Input:
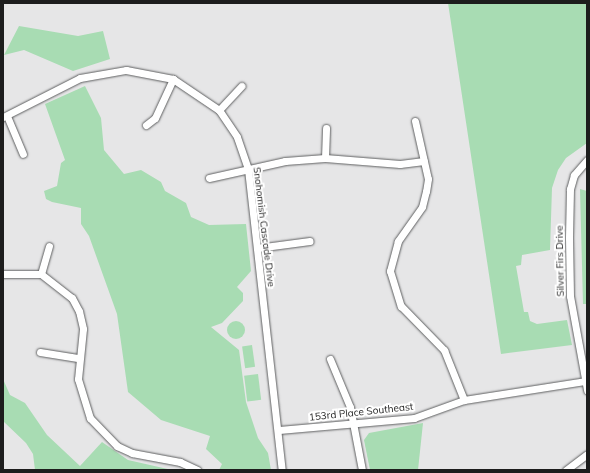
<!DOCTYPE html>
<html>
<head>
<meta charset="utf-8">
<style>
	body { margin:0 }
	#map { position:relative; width:590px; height:473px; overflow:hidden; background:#e6e6e7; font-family:Mulish,sans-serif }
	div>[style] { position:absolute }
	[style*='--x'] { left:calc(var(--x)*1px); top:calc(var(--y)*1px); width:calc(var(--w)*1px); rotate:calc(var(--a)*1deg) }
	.green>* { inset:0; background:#a8dcb3; transform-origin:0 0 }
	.round { border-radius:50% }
	.roads { filter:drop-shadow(0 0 1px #5e5f60) drop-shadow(0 0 1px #5e5f60) }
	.minor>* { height:7px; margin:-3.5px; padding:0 3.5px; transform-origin:3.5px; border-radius:3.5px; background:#fff }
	span { translate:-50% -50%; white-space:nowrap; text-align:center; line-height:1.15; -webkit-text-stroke:4px #fff; paint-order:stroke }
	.street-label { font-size:10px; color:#1d1d1d }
	.frame { position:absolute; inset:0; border:4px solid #1d1d1d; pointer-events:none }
</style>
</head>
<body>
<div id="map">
	<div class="green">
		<i style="clip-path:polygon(448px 3px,587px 3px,587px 143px,566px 158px,558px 170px,552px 188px,550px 250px,522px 255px,521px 265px,516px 266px,524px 312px,528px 312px,530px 321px,537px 324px,567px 320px,572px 345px,501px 354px)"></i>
		<i style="clip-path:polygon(19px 26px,78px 36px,103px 31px,110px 59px,73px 71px,24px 50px,4px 55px)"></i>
		<i style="clip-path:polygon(85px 86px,101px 118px,104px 150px,124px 174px,141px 170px,161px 182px,165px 191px,186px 203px,191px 217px,209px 225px,246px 224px,251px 271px,237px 287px,243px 293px,243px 301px,222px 323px,211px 327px,239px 350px,246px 402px,258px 438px,268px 453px,271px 470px,219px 470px,222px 464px,206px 449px,210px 436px,161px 420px,128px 392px,117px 314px,89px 236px,81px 224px,81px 208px,52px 202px,46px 199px,44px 191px,57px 186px,61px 163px,65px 160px,45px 104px)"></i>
		<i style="clip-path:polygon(580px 189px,587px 191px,587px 304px,583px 304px)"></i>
		<i class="round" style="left:227px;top:321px;width:18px;height:18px"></i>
		<i style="left:252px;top:345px;width:22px;height:10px;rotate:82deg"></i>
		<i style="left:258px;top:374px;width:26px;height:14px;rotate:83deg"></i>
		<i style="clip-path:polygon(3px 379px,10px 395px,25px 403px,47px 435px,80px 466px,102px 442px,128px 460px,172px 470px,35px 470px,33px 454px,26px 443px,3px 421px)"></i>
		<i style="clip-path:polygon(423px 423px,418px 470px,370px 470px,364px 440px,369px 433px)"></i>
	</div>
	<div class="roads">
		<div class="minor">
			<i style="--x:219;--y:110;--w:33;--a:-47"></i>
			<i style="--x:7;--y:116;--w:41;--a:67.2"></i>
			<i style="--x:3;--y:117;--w:86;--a:-26.9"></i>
			<i style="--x:80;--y:78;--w:47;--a:-9.9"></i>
			<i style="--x:126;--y:70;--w:48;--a:10.8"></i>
			<i style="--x:173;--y:79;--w:55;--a:34"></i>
			<i style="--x:219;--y:110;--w:32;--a:56"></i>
			<i style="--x:237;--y:137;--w:34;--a:71"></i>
			<i style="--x:248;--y:169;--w:303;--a:83.6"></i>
			<i style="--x:415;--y:121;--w:59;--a:77.4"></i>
			<i style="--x:428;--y:179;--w:12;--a:99"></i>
			<i style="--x:426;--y:191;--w:16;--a:104"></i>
			<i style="--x:422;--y:207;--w:42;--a:125.2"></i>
			<i style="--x:398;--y:241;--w:31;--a:105"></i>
			<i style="--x:390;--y:271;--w:37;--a:73"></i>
			<i style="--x:401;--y:306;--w:62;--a:45.7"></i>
			<i style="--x:444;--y:350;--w:54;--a:68.2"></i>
			<i style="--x:146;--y:125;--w:11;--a:-38"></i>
			<i style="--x:155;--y:118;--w:43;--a:-65.2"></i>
			<i style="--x:325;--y:158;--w:30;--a:-88"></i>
			<i style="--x:587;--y:160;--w:20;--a:131"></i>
			<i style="--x:574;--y:175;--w:15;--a:106"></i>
			<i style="--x:570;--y:189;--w:49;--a:91.2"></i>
			<i style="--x:569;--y:238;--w:58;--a:89"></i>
			<i style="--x:570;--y:296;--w:96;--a:79.7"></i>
			<i style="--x:209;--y:178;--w:78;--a:-12.6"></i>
			<i style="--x:285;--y:161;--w:40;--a:-4.3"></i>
			<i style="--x:325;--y:158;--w:75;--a:4.6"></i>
			<i style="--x:400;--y:164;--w:24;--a:-7"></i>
			<i style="--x:257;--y:248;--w:53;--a:-7.5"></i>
			<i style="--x:3;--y:274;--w:38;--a:0"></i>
			<i style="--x:41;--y:274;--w:39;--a:38"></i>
			<i style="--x:72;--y:298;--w:15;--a:62"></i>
			<i style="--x:79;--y:311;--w:18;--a:77"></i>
			<i style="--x:83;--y:329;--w:50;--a:95.7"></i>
			<i style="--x:78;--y:379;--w:41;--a:72.9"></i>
			<i style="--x:90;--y:418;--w:39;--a:46"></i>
			<i style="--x:117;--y:446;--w:17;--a:25"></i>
			<i style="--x:132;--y:453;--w:49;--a:10.6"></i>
			<i style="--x:180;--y:462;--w:19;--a:25"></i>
			<i style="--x:41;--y:274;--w:29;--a:-74"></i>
			<i style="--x:40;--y:352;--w:38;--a:9"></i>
			<i style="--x:330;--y:359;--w:52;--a:67.4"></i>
			<i style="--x:350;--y:407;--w:64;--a:79.2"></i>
			<i style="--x:279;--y:430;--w:136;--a:-5.1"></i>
			<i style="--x:414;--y:418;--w:53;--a:-19.8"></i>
			<i style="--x:464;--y:400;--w:122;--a:-8.9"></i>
			<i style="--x:566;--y:470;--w:26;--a:-37"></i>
		</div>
	</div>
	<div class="street-label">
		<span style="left:264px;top:227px;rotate:83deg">Snohomish Cascade Drive</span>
		<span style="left:560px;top:261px;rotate:-91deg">Silver Firs Drive</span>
		<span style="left:361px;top:412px;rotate:-6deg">153rd Place Southeast</span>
	</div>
	<div class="frame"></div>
</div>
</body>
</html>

Exercise goal:
In the listing above, locate the line containing "position:relative; width:590px; height:473px;" and the line containing "filter:drop-shadow(0 0 1px". Transcribe those two lines and everything between them, exactly as written.

Problem solution:
	#map { position:relative; width:590px; height:473px; overflow:hidden; background:#e6e6e7; font-family:Mulish,sans-serif }
	div>[style] { position:absolute }
	[style*='--x'] { left:calc(var(--x)*1px); top:calc(var(--y)*1px); width:calc(var(--w)*1px); rotate:calc(var(--a)*1deg) }
	.green>* { inset:0; background:#a8dcb3; transform-origin:0 0 }
	.round { border-radius:50% }
	.roads { filter:drop-shadow(0 0 1px #5e5f60) drop-shadow(0 0 1px #5e5f60) }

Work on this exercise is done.